- **Directions for this task**
Wherever the string "change" appears in the records, return the line that holds it.

- **Supplied material**
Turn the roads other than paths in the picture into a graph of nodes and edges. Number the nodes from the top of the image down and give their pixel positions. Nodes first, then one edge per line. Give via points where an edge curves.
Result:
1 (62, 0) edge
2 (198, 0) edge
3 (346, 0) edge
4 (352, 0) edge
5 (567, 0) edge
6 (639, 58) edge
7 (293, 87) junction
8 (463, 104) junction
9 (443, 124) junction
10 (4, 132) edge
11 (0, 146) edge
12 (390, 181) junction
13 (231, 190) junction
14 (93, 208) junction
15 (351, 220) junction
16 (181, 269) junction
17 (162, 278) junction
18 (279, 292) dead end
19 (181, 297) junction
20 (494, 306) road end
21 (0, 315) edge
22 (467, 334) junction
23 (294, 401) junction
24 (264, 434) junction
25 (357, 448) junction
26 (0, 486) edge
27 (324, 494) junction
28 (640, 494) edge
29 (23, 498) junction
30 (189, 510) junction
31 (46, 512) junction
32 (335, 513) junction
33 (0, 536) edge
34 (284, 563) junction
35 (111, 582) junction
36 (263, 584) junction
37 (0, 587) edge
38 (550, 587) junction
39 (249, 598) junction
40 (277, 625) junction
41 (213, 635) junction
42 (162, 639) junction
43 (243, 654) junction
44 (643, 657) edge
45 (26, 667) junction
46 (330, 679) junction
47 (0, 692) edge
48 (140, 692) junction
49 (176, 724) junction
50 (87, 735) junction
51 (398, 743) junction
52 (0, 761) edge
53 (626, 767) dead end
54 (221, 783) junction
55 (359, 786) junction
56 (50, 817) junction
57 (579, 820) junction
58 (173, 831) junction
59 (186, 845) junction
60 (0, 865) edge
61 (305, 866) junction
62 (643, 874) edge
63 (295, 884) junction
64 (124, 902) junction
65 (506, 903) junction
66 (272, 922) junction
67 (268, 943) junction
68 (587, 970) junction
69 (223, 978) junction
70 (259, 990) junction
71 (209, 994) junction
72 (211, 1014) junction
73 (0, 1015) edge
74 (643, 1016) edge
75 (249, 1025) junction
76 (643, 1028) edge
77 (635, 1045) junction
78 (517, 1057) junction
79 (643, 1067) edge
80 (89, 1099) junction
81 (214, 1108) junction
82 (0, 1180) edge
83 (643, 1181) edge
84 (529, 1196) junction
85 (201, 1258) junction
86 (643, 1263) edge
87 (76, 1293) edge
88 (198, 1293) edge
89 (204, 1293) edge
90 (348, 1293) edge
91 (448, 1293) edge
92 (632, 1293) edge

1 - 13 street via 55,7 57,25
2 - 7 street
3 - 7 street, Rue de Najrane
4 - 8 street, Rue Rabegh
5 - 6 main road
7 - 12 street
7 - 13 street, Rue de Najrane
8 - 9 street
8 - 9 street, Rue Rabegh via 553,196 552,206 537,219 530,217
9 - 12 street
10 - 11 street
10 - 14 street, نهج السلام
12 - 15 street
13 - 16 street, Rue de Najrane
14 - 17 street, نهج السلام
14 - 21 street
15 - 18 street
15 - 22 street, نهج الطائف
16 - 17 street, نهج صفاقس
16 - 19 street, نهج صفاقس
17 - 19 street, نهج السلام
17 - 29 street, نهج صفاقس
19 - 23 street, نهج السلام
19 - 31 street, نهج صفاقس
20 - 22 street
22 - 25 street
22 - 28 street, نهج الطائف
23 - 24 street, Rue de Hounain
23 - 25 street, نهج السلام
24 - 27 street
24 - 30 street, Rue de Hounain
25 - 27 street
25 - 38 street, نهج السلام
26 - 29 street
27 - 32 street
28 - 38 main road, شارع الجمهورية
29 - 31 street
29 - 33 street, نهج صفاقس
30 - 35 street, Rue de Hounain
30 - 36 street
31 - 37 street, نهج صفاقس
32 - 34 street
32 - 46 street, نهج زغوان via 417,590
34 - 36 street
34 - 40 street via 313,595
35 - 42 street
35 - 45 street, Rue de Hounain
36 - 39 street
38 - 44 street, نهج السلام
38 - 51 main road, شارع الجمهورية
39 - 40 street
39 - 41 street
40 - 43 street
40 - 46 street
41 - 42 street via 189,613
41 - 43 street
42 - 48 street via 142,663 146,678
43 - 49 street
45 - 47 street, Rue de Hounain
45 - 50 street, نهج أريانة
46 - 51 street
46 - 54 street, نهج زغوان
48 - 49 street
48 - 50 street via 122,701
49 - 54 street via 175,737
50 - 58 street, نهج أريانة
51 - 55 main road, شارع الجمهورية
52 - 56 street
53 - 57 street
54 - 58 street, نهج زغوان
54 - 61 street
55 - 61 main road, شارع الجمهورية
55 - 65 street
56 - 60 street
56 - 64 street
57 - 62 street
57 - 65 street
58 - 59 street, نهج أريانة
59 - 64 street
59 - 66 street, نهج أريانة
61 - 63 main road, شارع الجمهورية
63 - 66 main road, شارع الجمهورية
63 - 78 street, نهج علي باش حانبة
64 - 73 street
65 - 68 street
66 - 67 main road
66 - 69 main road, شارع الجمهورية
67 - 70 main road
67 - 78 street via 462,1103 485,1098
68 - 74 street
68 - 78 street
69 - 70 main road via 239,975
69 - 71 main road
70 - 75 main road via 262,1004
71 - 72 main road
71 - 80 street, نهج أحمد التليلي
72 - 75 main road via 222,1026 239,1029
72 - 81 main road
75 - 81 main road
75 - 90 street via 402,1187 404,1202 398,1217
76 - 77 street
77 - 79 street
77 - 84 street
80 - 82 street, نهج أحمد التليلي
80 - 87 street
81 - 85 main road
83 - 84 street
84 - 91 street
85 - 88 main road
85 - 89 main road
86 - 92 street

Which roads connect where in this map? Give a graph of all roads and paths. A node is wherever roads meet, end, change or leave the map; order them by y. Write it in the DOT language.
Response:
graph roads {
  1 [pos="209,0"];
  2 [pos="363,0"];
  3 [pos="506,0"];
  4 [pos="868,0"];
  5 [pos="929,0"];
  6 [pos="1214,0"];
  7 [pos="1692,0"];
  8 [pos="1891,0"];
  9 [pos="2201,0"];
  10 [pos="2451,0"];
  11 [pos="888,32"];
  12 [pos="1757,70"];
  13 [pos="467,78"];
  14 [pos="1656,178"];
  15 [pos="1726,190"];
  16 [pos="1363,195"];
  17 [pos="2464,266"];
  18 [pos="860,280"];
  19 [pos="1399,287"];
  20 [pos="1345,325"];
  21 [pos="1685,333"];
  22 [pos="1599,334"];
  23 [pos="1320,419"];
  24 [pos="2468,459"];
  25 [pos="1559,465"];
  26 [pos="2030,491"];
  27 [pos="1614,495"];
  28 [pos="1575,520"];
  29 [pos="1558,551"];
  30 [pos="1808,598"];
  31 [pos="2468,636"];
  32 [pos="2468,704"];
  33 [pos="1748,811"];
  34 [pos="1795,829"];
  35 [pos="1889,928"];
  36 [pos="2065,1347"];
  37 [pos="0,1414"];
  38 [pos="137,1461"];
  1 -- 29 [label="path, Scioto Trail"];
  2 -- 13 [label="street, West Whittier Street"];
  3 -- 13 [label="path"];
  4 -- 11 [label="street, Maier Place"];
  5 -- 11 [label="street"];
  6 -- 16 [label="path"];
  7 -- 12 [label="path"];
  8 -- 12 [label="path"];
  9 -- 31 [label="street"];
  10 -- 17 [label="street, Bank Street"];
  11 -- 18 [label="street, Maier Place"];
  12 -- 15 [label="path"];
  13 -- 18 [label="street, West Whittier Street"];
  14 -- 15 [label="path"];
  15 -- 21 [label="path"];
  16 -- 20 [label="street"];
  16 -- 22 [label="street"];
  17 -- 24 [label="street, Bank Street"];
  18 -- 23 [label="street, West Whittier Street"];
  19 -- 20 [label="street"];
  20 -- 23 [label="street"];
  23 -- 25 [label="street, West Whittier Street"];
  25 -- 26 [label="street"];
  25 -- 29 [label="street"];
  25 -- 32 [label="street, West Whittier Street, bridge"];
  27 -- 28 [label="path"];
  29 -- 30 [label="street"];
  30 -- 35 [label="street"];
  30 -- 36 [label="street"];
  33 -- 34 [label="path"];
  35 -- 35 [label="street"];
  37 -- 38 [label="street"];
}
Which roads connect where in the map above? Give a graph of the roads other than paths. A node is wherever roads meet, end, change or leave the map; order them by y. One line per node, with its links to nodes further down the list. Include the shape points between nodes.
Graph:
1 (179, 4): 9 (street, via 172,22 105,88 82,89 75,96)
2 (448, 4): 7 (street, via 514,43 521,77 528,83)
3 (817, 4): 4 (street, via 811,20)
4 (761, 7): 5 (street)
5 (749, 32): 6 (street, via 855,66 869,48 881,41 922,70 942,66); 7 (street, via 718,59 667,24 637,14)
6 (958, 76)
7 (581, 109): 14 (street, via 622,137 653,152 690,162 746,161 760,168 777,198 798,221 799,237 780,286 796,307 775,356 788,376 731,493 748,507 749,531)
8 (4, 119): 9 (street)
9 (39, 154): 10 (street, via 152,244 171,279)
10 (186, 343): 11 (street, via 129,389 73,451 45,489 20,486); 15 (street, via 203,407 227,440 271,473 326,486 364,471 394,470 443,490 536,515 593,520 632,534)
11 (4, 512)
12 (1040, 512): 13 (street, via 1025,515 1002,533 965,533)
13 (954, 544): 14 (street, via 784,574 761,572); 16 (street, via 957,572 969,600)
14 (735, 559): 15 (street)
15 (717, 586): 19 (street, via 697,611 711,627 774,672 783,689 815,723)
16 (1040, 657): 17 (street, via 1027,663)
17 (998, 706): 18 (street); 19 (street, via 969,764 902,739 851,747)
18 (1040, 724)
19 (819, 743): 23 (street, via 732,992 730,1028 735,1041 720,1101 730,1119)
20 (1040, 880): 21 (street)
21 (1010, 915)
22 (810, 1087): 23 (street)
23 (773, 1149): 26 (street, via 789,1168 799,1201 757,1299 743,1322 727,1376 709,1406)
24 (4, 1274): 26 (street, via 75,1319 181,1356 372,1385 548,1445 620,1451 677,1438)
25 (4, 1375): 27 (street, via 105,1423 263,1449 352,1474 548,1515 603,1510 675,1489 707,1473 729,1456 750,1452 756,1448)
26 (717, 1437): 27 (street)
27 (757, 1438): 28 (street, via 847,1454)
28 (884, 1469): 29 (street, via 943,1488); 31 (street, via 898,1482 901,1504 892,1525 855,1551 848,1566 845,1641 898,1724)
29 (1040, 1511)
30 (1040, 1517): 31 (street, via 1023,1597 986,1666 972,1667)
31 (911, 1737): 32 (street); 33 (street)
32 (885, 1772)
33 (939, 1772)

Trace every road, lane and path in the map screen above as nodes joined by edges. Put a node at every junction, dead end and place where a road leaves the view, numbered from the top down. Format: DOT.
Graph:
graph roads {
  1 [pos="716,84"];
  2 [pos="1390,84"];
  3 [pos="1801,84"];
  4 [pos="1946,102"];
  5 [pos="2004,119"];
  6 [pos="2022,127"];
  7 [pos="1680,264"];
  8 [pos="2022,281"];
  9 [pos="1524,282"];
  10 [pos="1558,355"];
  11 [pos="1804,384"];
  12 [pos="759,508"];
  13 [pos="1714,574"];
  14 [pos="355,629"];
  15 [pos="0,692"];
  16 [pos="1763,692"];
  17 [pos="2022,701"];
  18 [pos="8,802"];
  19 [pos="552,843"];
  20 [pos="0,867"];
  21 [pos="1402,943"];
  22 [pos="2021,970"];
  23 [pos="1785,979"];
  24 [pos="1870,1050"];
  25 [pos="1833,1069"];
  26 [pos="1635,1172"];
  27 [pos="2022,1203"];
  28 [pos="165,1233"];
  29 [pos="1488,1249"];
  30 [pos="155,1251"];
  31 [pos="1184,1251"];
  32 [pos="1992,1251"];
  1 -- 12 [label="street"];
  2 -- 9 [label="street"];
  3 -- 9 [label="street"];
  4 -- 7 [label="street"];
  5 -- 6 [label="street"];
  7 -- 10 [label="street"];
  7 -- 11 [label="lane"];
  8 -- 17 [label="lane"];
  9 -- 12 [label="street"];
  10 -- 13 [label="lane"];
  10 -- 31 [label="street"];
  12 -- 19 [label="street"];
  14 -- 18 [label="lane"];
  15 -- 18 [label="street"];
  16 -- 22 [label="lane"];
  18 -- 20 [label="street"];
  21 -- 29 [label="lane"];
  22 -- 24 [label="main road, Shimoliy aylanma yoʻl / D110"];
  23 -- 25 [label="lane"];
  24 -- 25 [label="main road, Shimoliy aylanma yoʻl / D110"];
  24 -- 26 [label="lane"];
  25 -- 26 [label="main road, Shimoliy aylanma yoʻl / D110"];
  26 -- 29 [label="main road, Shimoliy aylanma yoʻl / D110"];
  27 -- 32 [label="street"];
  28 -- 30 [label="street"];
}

- **Reply to the task**
Which roads connect where in this map? Give a graph of all roads and paths. A node is wherever roads meet, end, change or leave the map; order them by y. Write it in the DOT language.
Which roads connect where in the map above? Give a graph of the roads other than paths. A node is wherever roads meet, end, change or leave the map; order them by y. One line per node, with its links to nodes further down the list. Include the shape points between nodes.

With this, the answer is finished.